The increase in real GDP in the third quarter primarily reflected positive contributions from personal consumption expenditures (PCE), nonresidential fixed investment, state and local government spending, residential fixed investment, and exports that were partly offset by a negative contribution from private inventory investment. Imports, which are a subtraction in the calculation of GDP, increased.

The deceleration in real GDP in the third quarter primarily reflected a downturn in private inventory investment and decelerations in exports, in PCE, in nonresidential fixed investment, in state and local government spending, and in residential fixed investment that were partly offset by a deceleration in imports.

Real gross domestic income (GDI) — the value of the costs incurred and the incomes earned in the production of goods and services in the nation’s economy — increased 3.1 percent in the third quarter, compared with an increase of 2.2 percent (revised) in the second.
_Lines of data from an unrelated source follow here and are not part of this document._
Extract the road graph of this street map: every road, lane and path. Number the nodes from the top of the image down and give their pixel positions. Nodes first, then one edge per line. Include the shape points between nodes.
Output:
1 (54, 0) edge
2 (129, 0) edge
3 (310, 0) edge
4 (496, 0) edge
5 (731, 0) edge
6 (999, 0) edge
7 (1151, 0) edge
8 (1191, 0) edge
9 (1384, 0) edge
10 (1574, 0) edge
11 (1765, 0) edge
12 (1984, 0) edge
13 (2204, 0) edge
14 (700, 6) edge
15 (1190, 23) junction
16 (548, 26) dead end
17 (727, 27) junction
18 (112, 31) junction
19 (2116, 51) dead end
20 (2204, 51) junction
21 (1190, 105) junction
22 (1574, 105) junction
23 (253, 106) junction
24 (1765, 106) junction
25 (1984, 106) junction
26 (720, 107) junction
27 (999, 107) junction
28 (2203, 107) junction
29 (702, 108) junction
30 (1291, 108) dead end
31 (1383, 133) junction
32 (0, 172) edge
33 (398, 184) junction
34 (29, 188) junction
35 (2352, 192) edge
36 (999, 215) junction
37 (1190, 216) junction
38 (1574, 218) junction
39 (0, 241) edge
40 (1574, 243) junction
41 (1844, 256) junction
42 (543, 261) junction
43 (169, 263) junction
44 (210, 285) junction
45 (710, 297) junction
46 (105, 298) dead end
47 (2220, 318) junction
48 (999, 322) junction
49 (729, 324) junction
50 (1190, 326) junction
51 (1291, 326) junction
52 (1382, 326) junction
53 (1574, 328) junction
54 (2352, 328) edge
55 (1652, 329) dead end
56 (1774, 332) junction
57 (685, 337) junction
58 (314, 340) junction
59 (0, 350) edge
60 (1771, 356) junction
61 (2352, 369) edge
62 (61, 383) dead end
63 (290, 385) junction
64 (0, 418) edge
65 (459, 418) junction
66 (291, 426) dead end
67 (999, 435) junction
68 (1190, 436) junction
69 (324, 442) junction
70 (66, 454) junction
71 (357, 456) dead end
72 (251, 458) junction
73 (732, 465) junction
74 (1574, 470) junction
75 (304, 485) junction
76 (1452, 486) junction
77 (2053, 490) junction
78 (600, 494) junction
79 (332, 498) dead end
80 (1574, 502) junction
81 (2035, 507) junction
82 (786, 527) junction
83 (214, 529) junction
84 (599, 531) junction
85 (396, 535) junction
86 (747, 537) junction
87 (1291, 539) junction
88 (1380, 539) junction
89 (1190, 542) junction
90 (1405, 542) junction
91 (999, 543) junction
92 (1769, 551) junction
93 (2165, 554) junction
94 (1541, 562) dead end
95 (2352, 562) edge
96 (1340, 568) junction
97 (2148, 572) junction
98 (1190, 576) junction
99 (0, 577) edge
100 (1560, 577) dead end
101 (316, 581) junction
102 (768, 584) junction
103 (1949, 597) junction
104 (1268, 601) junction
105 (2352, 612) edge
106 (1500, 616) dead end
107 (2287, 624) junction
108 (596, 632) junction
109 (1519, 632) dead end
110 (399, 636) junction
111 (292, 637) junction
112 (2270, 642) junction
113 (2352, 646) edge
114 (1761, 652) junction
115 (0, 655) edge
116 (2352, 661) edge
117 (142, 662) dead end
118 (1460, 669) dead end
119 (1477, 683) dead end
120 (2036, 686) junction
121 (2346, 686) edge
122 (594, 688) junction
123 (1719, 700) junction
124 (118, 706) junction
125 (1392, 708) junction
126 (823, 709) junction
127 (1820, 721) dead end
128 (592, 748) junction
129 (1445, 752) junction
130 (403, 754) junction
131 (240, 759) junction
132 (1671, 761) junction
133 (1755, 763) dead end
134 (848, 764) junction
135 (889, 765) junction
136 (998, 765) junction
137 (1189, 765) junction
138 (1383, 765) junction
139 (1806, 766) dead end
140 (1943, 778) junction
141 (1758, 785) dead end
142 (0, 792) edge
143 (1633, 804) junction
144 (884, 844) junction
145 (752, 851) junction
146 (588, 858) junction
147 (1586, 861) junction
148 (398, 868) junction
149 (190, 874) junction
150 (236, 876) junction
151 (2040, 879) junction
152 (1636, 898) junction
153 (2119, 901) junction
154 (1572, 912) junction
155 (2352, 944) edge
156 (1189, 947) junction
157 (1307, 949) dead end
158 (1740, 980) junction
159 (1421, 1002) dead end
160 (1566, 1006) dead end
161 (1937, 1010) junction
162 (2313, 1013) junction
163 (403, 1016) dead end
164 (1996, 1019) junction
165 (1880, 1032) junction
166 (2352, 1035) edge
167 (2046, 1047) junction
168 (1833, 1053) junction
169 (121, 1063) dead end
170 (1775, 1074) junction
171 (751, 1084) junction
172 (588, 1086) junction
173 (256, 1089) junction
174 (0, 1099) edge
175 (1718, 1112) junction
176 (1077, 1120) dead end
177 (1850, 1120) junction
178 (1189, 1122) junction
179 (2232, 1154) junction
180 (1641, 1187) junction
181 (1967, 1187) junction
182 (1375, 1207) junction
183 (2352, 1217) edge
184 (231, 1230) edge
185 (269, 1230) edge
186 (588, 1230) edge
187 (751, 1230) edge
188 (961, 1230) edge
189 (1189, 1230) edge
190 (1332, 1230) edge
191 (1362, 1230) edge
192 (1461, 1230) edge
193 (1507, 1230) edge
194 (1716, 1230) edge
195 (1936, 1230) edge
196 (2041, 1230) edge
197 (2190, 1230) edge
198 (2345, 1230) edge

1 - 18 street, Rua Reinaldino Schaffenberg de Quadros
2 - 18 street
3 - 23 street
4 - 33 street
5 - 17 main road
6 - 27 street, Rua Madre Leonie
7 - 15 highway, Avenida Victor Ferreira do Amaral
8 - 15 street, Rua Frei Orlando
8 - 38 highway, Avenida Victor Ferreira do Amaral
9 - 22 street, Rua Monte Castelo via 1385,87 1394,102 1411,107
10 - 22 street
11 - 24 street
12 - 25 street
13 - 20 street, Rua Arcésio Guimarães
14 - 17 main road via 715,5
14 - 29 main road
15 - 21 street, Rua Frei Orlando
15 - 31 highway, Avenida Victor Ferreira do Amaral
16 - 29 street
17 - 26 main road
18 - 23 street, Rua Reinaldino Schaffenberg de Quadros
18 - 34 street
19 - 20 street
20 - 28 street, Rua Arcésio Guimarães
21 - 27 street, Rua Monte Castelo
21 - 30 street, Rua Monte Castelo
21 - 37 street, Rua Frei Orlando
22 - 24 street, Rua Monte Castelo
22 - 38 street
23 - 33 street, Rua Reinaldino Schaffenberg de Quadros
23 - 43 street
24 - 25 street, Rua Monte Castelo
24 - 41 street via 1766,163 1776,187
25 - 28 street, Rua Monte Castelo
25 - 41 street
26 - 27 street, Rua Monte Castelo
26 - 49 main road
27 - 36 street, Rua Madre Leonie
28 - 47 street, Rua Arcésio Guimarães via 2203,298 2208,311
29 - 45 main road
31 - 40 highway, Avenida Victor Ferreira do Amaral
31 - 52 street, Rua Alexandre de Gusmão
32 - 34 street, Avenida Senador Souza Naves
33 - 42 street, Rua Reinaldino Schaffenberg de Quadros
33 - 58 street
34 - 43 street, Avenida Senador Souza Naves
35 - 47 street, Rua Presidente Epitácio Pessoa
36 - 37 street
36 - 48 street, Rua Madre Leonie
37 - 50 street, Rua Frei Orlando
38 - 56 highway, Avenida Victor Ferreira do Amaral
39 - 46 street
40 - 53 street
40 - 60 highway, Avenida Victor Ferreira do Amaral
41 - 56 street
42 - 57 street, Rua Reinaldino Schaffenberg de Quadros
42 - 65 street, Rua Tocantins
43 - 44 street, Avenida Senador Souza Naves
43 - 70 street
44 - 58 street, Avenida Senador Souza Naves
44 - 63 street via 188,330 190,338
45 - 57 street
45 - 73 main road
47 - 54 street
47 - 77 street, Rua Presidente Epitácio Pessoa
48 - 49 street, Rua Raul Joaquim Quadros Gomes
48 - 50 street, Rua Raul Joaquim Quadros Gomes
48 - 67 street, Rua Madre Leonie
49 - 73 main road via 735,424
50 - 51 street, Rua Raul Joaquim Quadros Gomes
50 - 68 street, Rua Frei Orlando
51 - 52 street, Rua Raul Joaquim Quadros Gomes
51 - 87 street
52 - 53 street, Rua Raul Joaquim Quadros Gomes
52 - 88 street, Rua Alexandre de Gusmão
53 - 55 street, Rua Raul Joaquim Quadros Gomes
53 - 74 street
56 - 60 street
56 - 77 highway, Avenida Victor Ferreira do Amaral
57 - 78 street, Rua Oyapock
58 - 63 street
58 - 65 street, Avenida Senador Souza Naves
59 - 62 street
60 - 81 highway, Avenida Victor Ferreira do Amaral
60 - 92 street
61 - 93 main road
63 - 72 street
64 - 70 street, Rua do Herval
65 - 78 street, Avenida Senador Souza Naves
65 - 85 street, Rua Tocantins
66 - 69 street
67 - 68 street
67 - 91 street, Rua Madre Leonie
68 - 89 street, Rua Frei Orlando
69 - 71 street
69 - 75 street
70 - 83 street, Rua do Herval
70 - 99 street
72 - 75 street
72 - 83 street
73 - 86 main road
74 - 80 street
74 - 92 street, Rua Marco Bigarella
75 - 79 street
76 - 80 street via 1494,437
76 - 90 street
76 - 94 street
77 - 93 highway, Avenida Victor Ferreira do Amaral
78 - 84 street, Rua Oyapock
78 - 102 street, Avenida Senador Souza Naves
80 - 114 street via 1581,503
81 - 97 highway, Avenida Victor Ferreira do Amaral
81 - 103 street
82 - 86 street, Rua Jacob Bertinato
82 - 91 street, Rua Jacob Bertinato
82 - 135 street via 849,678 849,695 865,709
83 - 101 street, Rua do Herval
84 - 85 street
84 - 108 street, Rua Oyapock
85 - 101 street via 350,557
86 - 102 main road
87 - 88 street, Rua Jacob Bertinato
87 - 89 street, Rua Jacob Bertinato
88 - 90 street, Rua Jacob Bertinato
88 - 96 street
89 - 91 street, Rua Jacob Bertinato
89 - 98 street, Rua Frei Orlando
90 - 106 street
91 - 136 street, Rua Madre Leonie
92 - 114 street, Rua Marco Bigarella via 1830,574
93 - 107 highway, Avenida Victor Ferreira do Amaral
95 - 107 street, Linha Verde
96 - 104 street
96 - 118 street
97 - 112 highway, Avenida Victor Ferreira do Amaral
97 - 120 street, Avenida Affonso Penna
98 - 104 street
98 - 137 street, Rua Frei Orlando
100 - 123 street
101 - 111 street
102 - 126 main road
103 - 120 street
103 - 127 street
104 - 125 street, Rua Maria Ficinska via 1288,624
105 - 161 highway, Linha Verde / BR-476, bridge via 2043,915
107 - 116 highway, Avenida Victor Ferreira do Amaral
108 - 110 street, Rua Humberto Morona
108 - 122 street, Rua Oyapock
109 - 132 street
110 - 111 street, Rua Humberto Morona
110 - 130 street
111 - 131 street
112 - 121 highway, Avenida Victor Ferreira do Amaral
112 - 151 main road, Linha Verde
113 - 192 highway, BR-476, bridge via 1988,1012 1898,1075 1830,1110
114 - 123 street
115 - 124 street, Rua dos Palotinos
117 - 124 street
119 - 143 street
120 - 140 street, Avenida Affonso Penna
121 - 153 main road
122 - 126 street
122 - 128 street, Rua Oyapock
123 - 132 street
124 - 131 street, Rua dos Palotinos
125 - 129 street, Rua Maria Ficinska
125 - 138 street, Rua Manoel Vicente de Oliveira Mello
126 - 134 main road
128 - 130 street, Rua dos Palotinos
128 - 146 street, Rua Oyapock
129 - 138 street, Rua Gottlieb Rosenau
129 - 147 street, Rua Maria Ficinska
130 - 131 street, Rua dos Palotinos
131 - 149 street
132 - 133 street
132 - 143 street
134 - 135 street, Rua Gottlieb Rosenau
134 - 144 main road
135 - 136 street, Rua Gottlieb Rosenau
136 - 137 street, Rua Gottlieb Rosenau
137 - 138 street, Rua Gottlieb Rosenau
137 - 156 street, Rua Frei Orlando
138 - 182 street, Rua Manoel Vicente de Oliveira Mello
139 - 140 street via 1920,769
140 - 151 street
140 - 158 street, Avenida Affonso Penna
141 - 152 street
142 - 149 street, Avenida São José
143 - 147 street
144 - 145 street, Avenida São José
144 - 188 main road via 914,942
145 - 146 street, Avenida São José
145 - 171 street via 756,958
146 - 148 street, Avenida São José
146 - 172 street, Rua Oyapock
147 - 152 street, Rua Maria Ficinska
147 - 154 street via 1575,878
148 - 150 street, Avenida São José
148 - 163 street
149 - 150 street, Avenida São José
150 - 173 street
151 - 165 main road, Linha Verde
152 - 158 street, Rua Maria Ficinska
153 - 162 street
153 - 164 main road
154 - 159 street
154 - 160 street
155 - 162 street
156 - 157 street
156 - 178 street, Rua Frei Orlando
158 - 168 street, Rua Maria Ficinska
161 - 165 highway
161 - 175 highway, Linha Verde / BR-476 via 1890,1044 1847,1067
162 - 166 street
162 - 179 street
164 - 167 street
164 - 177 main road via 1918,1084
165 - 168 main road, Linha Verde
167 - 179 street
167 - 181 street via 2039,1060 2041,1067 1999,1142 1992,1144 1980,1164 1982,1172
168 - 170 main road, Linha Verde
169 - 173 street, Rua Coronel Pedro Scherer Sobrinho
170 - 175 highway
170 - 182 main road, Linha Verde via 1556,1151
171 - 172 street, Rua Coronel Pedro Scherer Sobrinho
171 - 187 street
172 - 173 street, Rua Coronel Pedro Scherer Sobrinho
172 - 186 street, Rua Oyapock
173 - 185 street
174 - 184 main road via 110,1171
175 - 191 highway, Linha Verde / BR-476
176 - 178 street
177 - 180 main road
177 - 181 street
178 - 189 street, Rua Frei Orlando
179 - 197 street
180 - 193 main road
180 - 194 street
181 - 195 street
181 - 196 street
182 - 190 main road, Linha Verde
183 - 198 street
The average of real GDP and real GDI, a supplemental measure of U.S. economic activity that equally weights GDP and GDI, increased 2.6 percent in the third quarter, compared with an increase of 3.0 percent (revised) in the second.

And here is where you get to see just how big these numbers are compared to the rest of the world The Current-dollar GDP, the actual market value of the goods and services produced by the nation’s economy (less the value of the goods and services used up in production) was up by some 3.4%, or $151.0 billion, in the third quarter. That was to a level of $18.0647 trillion. In the second quarter, current-dollar GDP increased 6.1%, or $264.4 billion. In the second quarter, real GDP increased 3.9%.